Ci viene in aiuto, a riguardo, l'autorevole documento conciliare Dignitatis humanae (1965), che ci fornisce il fattore decisivo per un ripensamento critico della questione; esso, quanto alla "libertà religiosa" spende una parola "grossa", su cui è quanto mai facile sorvolare, per qualificarne il contenuto: «gli esseri umani devono essere immuni dalla coercizione da parte di singoli individui, di gruppi sociali e di qualsivoglia potestà umana, così che in materia religiosa nessuno sia forzato ad agire contro la sua coscienza né sia impedito, entro debiti limiti, di agire in conformità ad essa: privatamente o pubblicamente, in forma individuale o associata» (DH I, 2). 

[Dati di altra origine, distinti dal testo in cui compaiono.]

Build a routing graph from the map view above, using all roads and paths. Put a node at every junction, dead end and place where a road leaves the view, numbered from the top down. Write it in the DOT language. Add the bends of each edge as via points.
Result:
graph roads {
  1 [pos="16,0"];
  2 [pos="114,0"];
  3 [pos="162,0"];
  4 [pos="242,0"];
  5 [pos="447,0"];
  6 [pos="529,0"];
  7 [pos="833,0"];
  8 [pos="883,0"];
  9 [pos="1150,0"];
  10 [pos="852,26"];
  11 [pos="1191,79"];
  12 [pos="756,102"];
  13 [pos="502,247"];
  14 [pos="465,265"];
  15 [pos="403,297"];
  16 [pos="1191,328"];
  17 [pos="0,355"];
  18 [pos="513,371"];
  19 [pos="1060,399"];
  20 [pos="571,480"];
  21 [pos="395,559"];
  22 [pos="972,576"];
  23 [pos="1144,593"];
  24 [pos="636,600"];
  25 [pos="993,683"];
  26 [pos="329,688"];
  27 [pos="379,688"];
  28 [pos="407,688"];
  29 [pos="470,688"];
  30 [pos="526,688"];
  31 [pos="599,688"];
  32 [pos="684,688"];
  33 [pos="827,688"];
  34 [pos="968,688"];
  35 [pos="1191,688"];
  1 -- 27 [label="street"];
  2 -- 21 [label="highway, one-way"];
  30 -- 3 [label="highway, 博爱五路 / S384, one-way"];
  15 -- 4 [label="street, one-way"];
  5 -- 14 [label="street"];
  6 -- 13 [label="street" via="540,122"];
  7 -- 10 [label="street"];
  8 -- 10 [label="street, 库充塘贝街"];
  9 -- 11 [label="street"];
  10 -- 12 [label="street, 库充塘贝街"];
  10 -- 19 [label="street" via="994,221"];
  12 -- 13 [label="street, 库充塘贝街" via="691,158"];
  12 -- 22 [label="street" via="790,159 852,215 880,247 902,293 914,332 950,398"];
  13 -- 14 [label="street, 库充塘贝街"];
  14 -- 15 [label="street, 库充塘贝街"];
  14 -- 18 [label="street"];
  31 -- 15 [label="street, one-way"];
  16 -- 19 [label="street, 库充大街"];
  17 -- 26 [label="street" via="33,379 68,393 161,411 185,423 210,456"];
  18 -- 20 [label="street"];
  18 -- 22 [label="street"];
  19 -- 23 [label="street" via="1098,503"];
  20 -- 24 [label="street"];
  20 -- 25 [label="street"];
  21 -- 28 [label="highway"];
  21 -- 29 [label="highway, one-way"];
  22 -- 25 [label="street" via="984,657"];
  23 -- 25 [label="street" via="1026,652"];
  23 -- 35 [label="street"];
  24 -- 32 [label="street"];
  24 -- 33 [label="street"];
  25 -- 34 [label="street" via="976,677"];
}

Attestare la questione della libertà religiosa sulla centralità della coscienza può voler dire l'aggravarsi del problema anziché avviarlo ad una ragionevole soluzione, data l'equivocità a cui è esposto il significato stesso di questo termine nell'uso comune come in quello anche intellettualmente più affinato. Trovo, dunque, calzante l'osservazione con cui V. Belohradsky la qualifica nel contesto culturale europeo: «Tradizione europea significa non poter mai vivere al di là della coscienza riducendola a un apparato anonimo come la legge o lo Stato. Questa "fermezza" della coscienza è un'eredità della tradizione greca, cristiana e borghese. L'irriducibilità della coscienza alle istituzioni è minacciata nell'epoca dei mezzi di comunicazione di massa, degli Stati totalitari e della generale computerizzazione della società. Infatti è molto facile per noi riuscire a immaginare istituzioni organizzate così perfettamente da imporre come legittima ogni loro azione. Basta disporre di un'efficiente organizzazione per legittimare qualunque cosa. Così potremmo sintetizzare l'essenza di ciò che ci minaccia: gli Stati si programmano i cittadini, le industrie i consumatori, le case editrici i lettori, ecc. Tutta la società, un po' alla volta diviene qualcosa che lo Stato si produce»  (Il mondo della vita: un problema politico, 1981).